» **What you have to do**
Among the entries below, find the lines with the word "Vypin" and return them.

» **Available records**
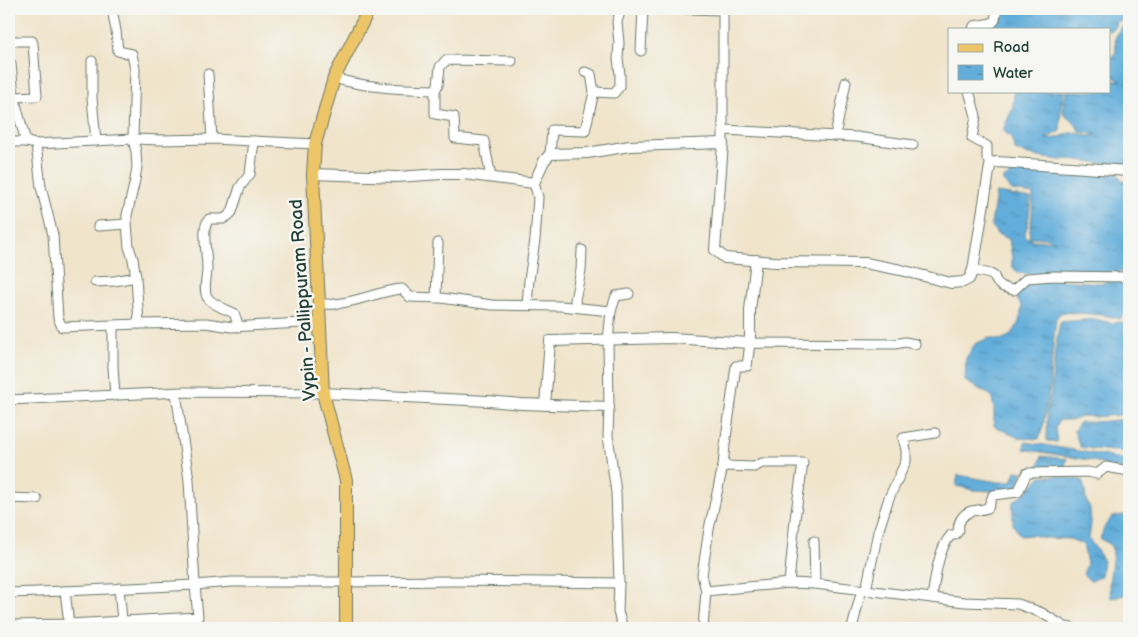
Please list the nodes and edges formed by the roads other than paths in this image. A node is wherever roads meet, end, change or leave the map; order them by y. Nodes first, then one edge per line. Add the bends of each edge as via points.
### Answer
1 (112, 9) edge
2 (369, 9) edge
3 (621, 9) edge
4 (643, 9) edge
5 (686, 9) edge
6 (723, 9) edge
7 (997, 9) edge
8 (973, 28) edge
9 (9, 41) edge
10 (641, 51) dead end
11 (92, 61) dead end
12 (512, 61) dead end
13 (11, 64) dead end
14 (585, 72) dead end
15 (208, 74) dead end
16 (334, 78) junction
17 (846, 82) dead end
18 (434, 90) junction
19 (594, 92) junction
20 (969, 92) edge
21 (14, 97) junction
22 (724, 130) junction
23 (835, 136) junction
24 (133, 139) junction
25 (212, 139) junction
26 (96, 141) junction
27 (254, 141) junction
28 (9, 142) edge
29 (26, 142) junction
30 (723, 143) junction
31 (36, 144) junction
32 (315, 144) junction
33 (913, 145) dead end
34 (550, 154) junction
35 (992, 163) junction
36 (1129, 171) edge
37 (313, 174) junction
38 (491, 177) junction
39 (534, 183) junction
40 (127, 224) junction
41 (98, 226) dead end
42 (438, 244) dead end
43 (582, 250) dead end
44 (756, 260) junction
45 (973, 270) junction
46 (136, 277) junction
47 (1129, 277) edge
48 (95, 282) dead end
49 (628, 294) dead end
50 (436, 298) junction
51 (318, 303) junction
52 (527, 305) junction
53 (576, 307) junction
54 (612, 311) junction
55 (320, 322) junction
56 (113, 324) junction
57 (139, 324) junction
58 (239, 327) junction
59 (608, 340) junction
60 (750, 342) junction
61 (915, 344) dead end
62 (176, 393) junction
63 (323, 393) junction
64 (115, 396) junction
65 (9, 400) edge
66 (545, 405) junction
67 (609, 407) junction
68 (936, 433) dead end
69 (723, 466) junction
70 (1129, 471) edge
71 (9, 498) edge
72 (37, 499) dead end
73 (814, 541) dead end
74 (346, 582) junction
75 (619, 583) junction
76 (789, 584) junction
77 (815, 584) junction
78 (195, 585) junction
79 (120, 588) junction
80 (864, 589) junction
81 (65, 591) junction
82 (706, 591) junction
83 (9, 593) edge
84 (932, 598) junction
85 (122, 620) junction
86 (69, 624) junction
87 (9, 625) edge
88 (27, 626) edge
89 (346, 628) edge
90 (623, 628) edge
91 (703, 628) edge
92 (852, 628) edge
93 (1072, 628) edge

1 - 24 street via 118,51 132,54 134,62
2 - 16 main road, Vypin - Pallippuram Road
3 - 19 street via 617,22 620,86 614,93
4 - 10 street
5 - 6 street
6 - 22 street
7 - 8 street via 992,23
9 - 21 street via 32,41 33,44 36,96
11 - 26 street
12 - 18 street via 446,60 440,67
13 - 21 street
14 - 19 street via 591,74
15 - 25 street
16 - 18 street via 354,84
16 - 32 main road, Vypin - Pallippuram Road
17 - 23 street
18 - 38 street via 436,114 454,117 455,138 484,141
19 - 34 street via 585,131 552,130
20 - 35 street via 976,116 972,138 987,146 987,158
21 - 29 street
22 - 23 street
22 - 30 street
23 - 33 street
24 - 25 street
24 - 26 street
24 - 40 street via 136,167
25 - 27 street
26 - 31 street
27 - 32 street
27 - 58 street via 250,174 240,187 232,212 223,219 209,219 204,230 206,296 234,313
28 - 29 street
29 - 31 street
30 - 34 street via 630,146 587,153
30 - 44 street via 714,250 725,258
31 - 56 street via 41,188 52,235 58,318 62,327
32 - 37 main road, Vypin - Pallippuram Road
34 - 39 street
35 - 36 street
35 - 45 street
37 - 38 street via 397,177 464,174
37 - 51 main road, Vypin - Pallippuram Road
38 - 39 street
39 - 52 street via 538,206
40 - 41 street
40 - 46 street
42 - 50 street
43 - 53 street
44 - 45 street via 865,263 951,283 964,282
44 - 60 street
45 - 47 street via 990,274 1000,285 1014,290 1027,278
46 - 48 street
46 - 57 street
49 - 54 street via 616,296
50 - 51 street via 410,297 402,289 334,304
50 - 52 street
51 - 55 main road, Vypin - Pallippuram Road
52 - 53 street
53 - 54 street
54 - 59 street
55 - 58 street
55 - 63 main road, Vypin - Pallippuram Road
56 - 57 street
56 - 64 street
57 - 58 street via 206,323
59 - 60 street via 671,338
59 - 66 street via 550,342
59 - 67 street
60 - 61 street
60 - 69 street via 747,366 736,366
62 - 63 street
62 - 64 street
62 - 78 street via 189,480
63 - 66 street
63 - 74 main road, Vypin - Pallippuram Road via 346,480
64 - 65 street
66 - 67 street
67 - 75 street via 608,436 616,492
68 - 80 street via 903,438 906,461 886,506
69 - 76 street via 803,463
69 - 82 street via 702,575
70 - 84 street via 1106,467 1096,474 1027,473 1018,492 993,495 988,508 965,514 960,520 959,530 946,540 943,548
71 - 72 street
73 - 77 street
74 - 75 street
74 - 78 street
74 - 89 main road, Vypin - Pallippuram Road
75 - 90 street via 618,612
76 - 77 street
76 - 82 street
77 - 80 street
78 - 79 street
78 - 85 street via 198,617
79 - 81 street
79 - 85 street
80 - 84 street
80 - 92 street
81 - 83 street
81 - 86 street
82 - 91 street
84 - 93 street via 1018,604
85 - 86 street
86 - 88 street
87 - 88 street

» **Exercise solution**
2 - 16 main road, Vypin - Pallippuram Road
16 - 32 main road, Vypin - Pallippuram Road
32 - 37 main road, Vypin - Pallippuram Road
37 - 51 main road, Vypin - Pallippuram Road
51 - 55 main road, Vypin - Pallippuram Road
55 - 63 main road, Vypin - Pallippuram Road
63 - 74 main road, Vypin - Pallippuram Road via 346,480
74 - 89 main road, Vypin - Pallippuram Road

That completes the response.